It has been a hard night. This evening I have felt ugly. I'm not talking ugly in the physical sense, I'm talking ugly in the emotional sense. I have just FELT ugly. I haven't felt loving, or silly, or kind. Instead I've felt withdrawn and irritable, and annoyed: ugly. I guess I'd have to say my level of emotional ugliness started with the dog. She peed. On the floor. Also pooped. Twice. For NO reason. She's not sick. She had just come in from outside on both occasions. I think she simply just felt like upsetting me. Now, now. Don't shake your head at me and say that dogs aren't like that. You simply do not know this dog. She has an attitude bigger than I have ever imagined. Heaven forbid you should put her in her dog crate. If you do, she will make you pay. She's just that way.
After what I can only irritatingly call foofee gate, my children ALL peed in their clothes, on the floor, knocked their toddler potties full of fresh waste on the floor, spilled my milk on the couch, and made mess after mess after mess. I know that they're kids and that accidents happen. I wasn't angry at them. I was angry with the situation. I could feel my blood pressure starting to rise with each "incident" until I finally said to the kids: "Kids.
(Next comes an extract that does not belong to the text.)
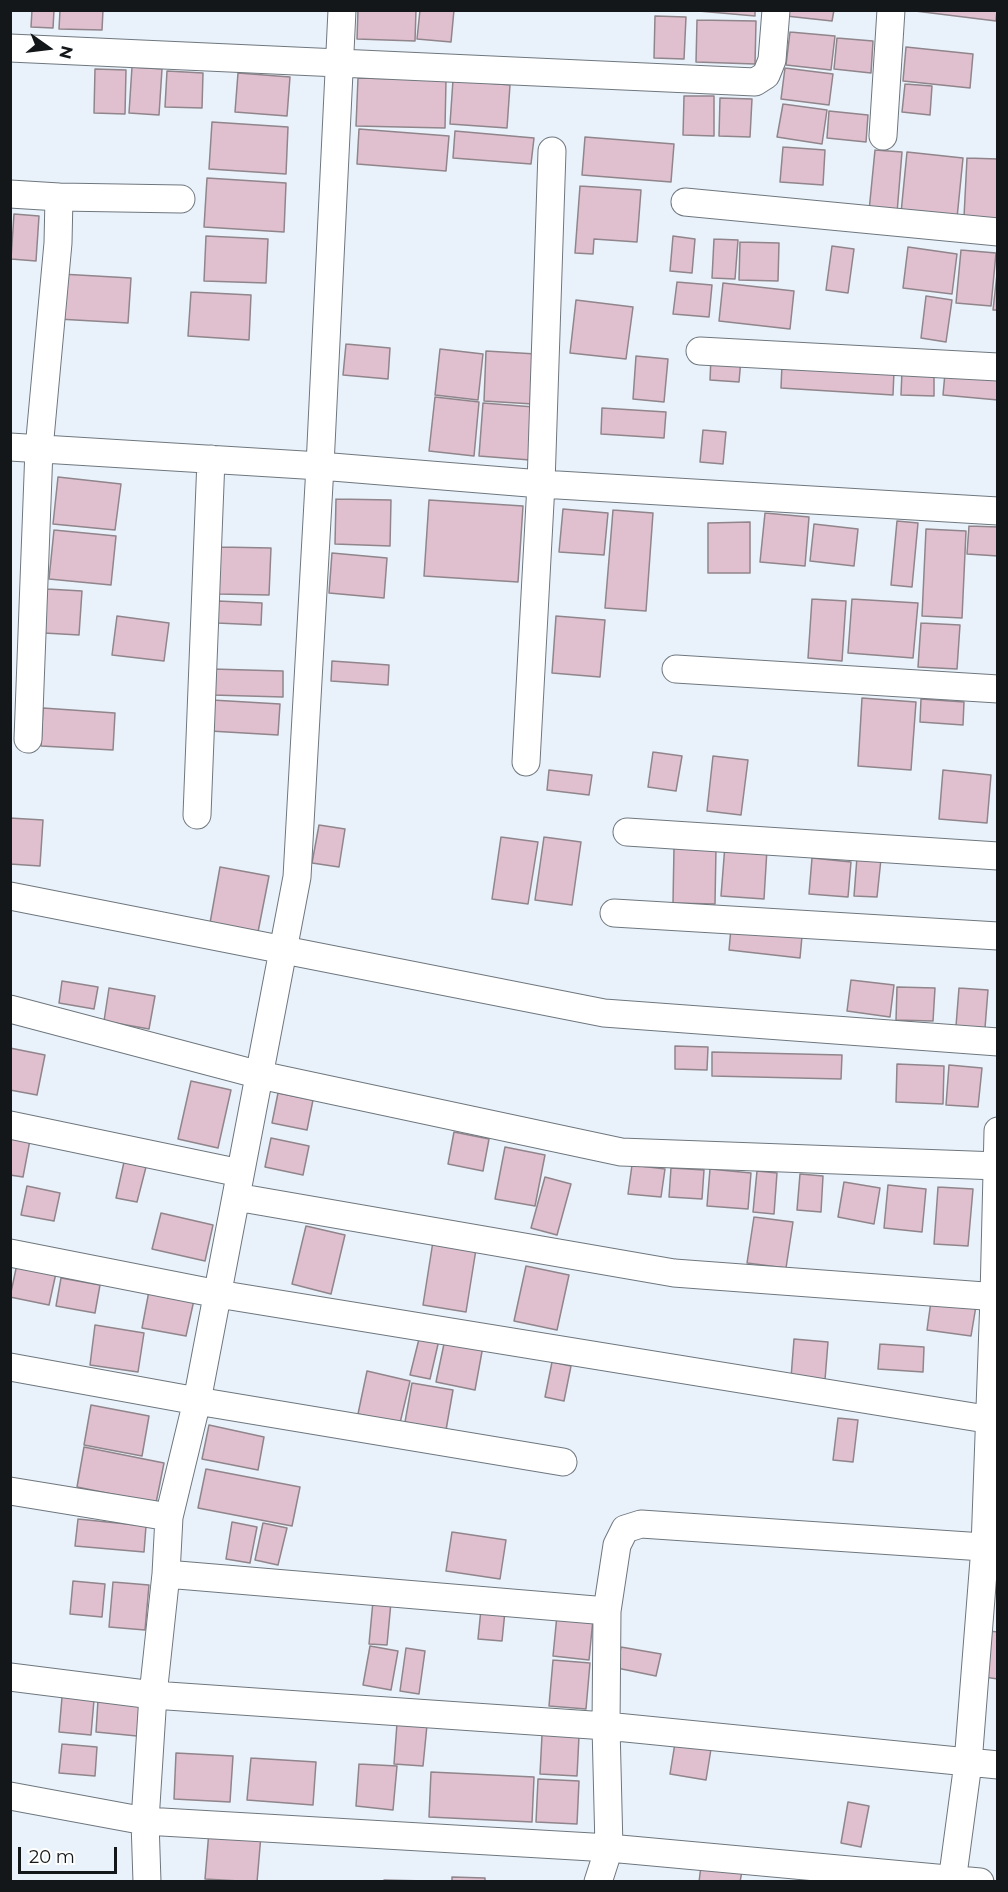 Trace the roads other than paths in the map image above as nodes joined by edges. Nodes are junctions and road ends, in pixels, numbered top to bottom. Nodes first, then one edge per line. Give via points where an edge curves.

I need you to go to your room. I am upset. I will come and get you when I calm down." So off they went. To be honest, at the time I didn't notice how nice it was that they actually complied. I was too upset to notice they did what I asked without an argument. Only now that I am writing this do I see how sweet that gift was.
As the night wore on, I found myself counting down the minutes until bedtime. I hate when I do that. I hate hearing those mothers whine and complain about their children. It seriously gets under my skin. I'm not naive, kids get on nerves. It just happens. But there are those mothers who constantly go on and on about how annoying their kids are, and how much they can't wait for their kids to go to bed, or whatever else they dislike. My perspective is this: you decided to have them, so get over it! I normally am not counting down for the kids to go to bed. I love being with my children. They have ways of making me laugh in almost all circumstances. I am so thankful to God for them. But today, I just wanted to be alone. Now as I sit here, they're all in bed, and I'm missing them. I didn't enjoy them tonight. They laughed and giggled and danced and sang, and I did not participate because I was feeling ugly. Those are moments that I can never repeat, and never bring back. They're gone, and I chose not to appreciate them.
I guess my point is that I'm sorry. I'm sorry that I didn't engage, didn't participate, didn't dance and laugh and sing and giggle. Even ONE night of not doing those things is important. My children know that I love them, and of course they were taken care of tonight. My heart just wasn't in the good stuff. I am sorry that I wasted my night wanting what I couldn't have: my husband here. I am sorry that instead of enjoying the gift our children, I curled up on the couch. I am thankful that tomorrow I get another chance to enjoy them. I am glad that I get another day of silliness and laughing with them.